Accompanying the recordings online are a number of excerpts from Wyner’s oral history session with the Milken Archive. Two video excerpts feature detailed commentary by the composer discussing each service, while an extended audio portion focuses on his memories of and relationship with his father, who is widely considered the supreme exemplar of the Yiddish art song.
That Wyner’s services are so successful speaks both to his abilities as a composer and to the power of the centuries-old texts that inspired him. In the notes to the original recording he reflected on those texts: “There is so much in the ancient sacred texts that conveys the impression of a culture under extreme pressure, with the need to express thoughts and feelings with great intensity and to lament or exult in prayer and prophecy. The language is full of alliteration and internal rhyme, often displaying explosive compression and irregular rhythm.”

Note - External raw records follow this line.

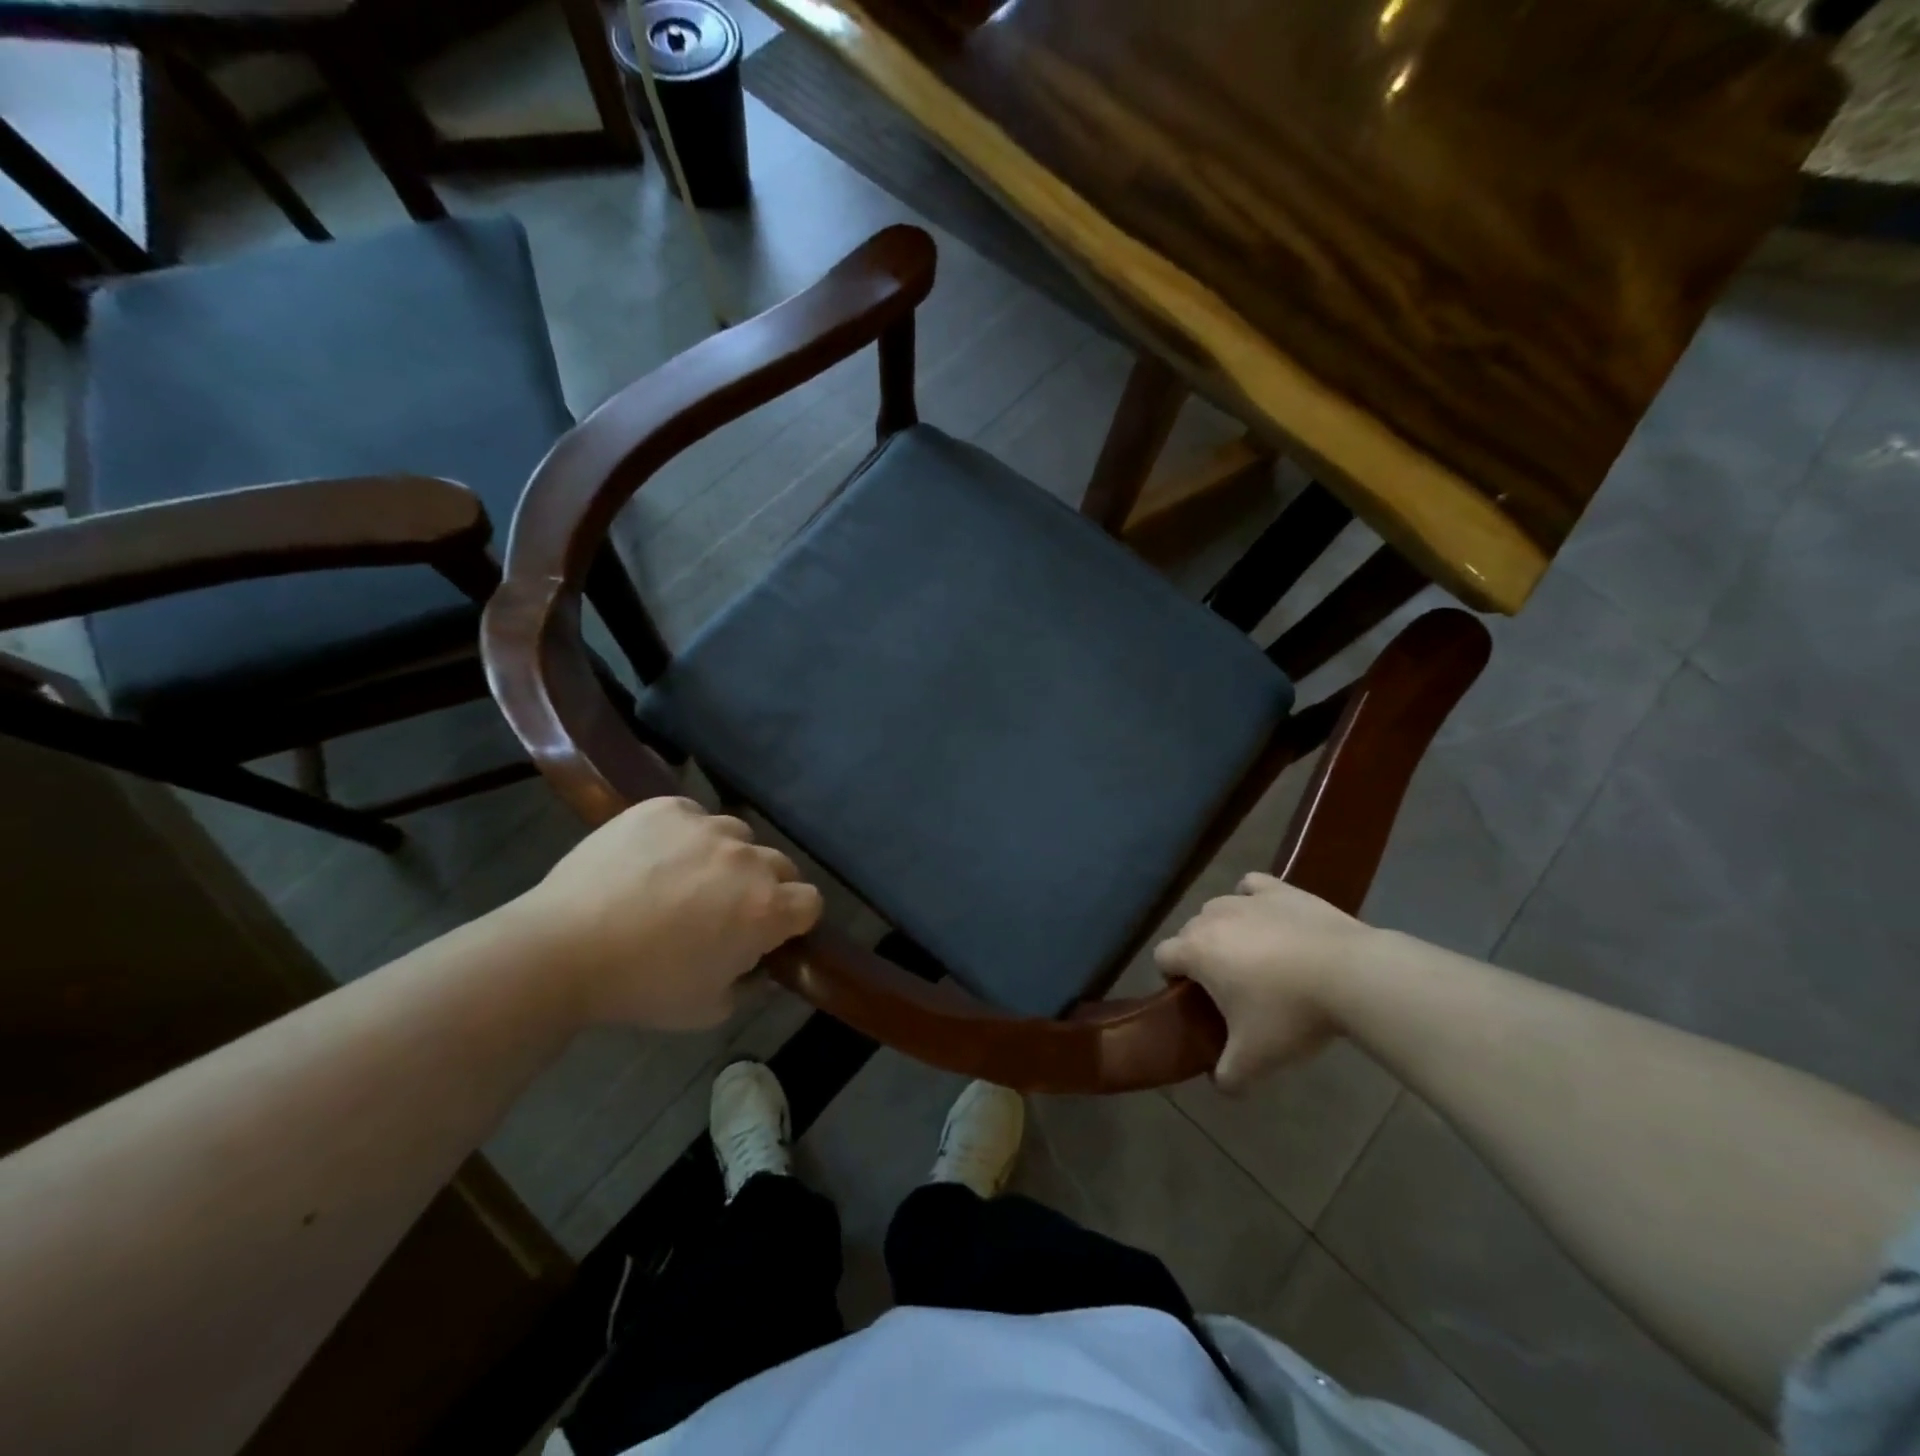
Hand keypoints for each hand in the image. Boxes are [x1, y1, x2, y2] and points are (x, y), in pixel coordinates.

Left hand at [509, 797, 822, 1030]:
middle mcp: (747, 859)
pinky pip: (693, 816)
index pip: (811, 902)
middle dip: (764, 886)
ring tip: (684, 880)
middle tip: (724, 910)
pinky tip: (654, 858)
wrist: (561, 948)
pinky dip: (685, 835)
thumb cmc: (642, 987)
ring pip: (737, 837)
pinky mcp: (666, 807)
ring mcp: (706, 826)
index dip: (794, 920)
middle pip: (780, 865)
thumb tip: (758, 964)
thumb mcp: (709, 1008)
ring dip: (725, 858)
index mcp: (766, 908)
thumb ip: (749, 984)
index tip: (768, 934)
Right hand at [1154, 873, 1375, 1092]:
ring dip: (1225, 929)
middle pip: (1190, 932)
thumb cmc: (1290, 1013)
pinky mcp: (1281, 890)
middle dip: (1200, 955)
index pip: (1162, 956)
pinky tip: (1266, 918)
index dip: (1172, 978)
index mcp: (1196, 951)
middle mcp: (1213, 918)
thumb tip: (1219, 1085)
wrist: (1350, 974)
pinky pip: (1252, 887)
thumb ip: (1228, 1076)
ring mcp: (1247, 900)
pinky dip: (1252, 900)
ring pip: (1218, 909)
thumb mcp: (1256, 1058)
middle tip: (1230, 987)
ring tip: (1254, 957)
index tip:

Excerpts from Wyner’s FridayEvening Service from a separate recording were featured on previous releases from the Milken Archive, and an album devoted entirely to his music was among five Milken Archive recordings produced by David Frost in 2005 when he received the Grammy award for Producer of the Year. Wyner was heavily involved in the production of these recordings. Their addition to the Milken Archive of Jewish Music offers listeners a chance to hear performances the composer has said reflect his “ideas about the essential thrust of each work.”